Il muro a secco è nato certamente con altre finalità, la condensazione dell’acqua è un meraviglioso ed inaspettato “effetto collaterale” positivo, ma proprio per questo in Puglia, alcuni pionieri italiani di questa tecnica, hanno considerato che il muro a secco era assolutamente migliorabile come tecnologia per “spremere” acqua dall’aria.
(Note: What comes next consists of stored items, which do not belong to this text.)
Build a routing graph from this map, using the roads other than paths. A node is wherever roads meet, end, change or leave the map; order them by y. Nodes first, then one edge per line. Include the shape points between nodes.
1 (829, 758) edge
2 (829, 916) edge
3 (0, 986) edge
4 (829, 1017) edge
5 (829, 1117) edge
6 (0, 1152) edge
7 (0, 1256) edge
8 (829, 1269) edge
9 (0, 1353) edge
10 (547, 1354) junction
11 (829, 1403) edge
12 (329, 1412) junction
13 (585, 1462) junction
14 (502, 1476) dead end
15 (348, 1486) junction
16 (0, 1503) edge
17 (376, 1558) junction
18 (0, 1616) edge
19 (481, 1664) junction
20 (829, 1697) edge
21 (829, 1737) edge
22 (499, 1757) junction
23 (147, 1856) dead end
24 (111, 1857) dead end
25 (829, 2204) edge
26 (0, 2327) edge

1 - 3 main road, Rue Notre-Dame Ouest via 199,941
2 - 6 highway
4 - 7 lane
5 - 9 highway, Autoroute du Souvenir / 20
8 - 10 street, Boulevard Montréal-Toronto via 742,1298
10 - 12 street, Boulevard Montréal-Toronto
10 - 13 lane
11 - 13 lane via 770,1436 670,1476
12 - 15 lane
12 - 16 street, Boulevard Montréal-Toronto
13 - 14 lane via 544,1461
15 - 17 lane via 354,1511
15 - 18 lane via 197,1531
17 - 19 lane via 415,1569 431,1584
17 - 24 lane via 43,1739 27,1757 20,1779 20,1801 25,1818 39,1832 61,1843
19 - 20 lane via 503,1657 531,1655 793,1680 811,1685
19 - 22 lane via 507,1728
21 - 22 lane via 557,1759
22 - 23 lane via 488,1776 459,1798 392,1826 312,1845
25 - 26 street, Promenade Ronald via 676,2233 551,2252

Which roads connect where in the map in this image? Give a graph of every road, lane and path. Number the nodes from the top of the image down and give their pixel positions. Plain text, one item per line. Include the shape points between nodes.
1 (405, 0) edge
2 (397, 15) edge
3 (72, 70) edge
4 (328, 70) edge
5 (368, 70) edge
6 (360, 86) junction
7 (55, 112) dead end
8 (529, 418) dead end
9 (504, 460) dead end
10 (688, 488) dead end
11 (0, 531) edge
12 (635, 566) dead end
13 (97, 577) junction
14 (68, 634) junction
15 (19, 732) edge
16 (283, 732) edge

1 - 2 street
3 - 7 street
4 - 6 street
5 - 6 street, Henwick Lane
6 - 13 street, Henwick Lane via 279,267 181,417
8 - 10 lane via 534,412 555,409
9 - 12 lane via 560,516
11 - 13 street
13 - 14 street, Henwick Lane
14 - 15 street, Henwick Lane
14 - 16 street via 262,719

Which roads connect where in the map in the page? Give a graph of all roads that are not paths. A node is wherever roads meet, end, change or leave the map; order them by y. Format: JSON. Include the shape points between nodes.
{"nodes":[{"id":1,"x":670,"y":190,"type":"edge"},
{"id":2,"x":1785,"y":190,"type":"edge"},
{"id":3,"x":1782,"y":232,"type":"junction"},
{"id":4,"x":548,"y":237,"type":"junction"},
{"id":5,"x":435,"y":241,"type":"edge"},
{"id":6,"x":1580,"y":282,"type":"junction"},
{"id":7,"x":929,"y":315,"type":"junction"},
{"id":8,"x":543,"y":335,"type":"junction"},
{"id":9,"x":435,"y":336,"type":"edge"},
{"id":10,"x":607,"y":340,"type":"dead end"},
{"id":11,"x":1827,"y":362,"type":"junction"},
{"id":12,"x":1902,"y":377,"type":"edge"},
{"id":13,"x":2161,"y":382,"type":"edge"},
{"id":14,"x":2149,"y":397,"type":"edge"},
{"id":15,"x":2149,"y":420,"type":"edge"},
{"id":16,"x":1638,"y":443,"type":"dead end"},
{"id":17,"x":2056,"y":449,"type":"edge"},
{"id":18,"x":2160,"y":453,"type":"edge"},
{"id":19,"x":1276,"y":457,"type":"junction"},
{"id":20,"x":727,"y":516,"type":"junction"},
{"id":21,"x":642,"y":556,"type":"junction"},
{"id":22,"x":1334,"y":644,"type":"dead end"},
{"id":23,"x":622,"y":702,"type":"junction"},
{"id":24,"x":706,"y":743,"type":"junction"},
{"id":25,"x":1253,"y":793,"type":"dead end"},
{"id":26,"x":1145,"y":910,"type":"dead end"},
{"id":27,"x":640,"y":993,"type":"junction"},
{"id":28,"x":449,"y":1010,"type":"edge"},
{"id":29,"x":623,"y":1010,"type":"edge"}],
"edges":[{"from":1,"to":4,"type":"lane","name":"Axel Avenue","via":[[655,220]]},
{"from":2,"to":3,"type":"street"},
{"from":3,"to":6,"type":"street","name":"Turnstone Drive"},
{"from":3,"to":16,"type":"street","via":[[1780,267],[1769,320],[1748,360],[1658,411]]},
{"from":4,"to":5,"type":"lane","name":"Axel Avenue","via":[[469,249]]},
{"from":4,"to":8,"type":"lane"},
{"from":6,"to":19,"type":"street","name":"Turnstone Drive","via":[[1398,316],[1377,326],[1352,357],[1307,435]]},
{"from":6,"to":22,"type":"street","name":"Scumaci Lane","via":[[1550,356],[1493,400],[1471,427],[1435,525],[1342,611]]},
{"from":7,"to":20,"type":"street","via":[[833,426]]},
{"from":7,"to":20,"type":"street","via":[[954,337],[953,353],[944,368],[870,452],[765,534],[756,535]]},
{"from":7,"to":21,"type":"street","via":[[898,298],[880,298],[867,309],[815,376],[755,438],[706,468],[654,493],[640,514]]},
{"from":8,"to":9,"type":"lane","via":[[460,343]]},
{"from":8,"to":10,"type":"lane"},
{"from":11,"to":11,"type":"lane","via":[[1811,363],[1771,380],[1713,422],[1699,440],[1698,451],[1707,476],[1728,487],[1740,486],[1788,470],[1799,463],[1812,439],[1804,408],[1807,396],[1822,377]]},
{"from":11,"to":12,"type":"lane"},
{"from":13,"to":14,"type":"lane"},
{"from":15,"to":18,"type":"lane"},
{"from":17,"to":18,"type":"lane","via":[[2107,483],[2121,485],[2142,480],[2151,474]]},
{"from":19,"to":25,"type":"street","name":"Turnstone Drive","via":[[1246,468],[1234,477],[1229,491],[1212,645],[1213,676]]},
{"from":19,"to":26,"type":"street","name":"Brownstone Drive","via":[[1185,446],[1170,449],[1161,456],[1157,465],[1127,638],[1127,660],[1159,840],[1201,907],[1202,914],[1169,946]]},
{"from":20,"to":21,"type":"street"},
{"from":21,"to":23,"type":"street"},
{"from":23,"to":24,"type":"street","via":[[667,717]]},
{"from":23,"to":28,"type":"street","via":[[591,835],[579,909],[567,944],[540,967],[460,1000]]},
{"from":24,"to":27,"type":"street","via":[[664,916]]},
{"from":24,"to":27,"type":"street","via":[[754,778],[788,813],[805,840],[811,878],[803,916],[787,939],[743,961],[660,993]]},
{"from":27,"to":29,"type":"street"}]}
Dopo tanto studio e vari esperimenti hanno capito l’importanza della morfologia della struttura del muro a secco e anche l’orientazione della struttura stessa rispetto ai  venti ricchi di vapore acqueo (libeccio e scirocco in quel territorio). Riprendendo gli studi di Pietro Laureano, hanno riportato in vita delle strutture arcaiche di condensazione, delle mezzelune in pietra a secco opportunamente orientate rispetto ai venti carichi di umidità che hanno la capacità di drenare acqua dal vento umido che sferza la pianura salentina. Questa tecnologia è stata ampiamente ignorata dagli scienziati contemporanei, forse perché non ha bisogno di energia, forse perché è assolutamente gratuita e forse anche perché siamo stati abituati ad una tale abbondanza d’acqua che ci è sembrato normale utilizzarla per trasportare i nostri escrementi con i sistemi fognari. Ma adesso il problema si comincia a sentire anche nel ricco occidente, l’acqua è sempre più inquinata e sempre più rara, l’acqua potabile ha un prezzo sempre più elevato, tanto che ha attirato i famelici interessi delle multinazionali (anche in Italia sono rimasti pochi comuni con l’acqua gestita dal soggetto pubblico). In questo contesto ambientale sempre più inquinato, sempre più irrimediabilmente depauperato, il recupero di questa antica tecnologia può significare un grande aiuto per chi coltiva la terra, in particolare per chi si occupa di aridocultura,  e anche un grande risparmio in termini energetici e di lavorazione del terreno, senza contare che potrebbe essere un’arma eccezionale contro l’incipiente desertificazione del nostro territorio. Da questa esperienza pugliese è nata un’associazione culturale chiamata Orto dei Tu’Rat che ha realizzato il proprio progetto su un terreno ad Ugento nel Salento, questo è il loro sito Orto dei turat.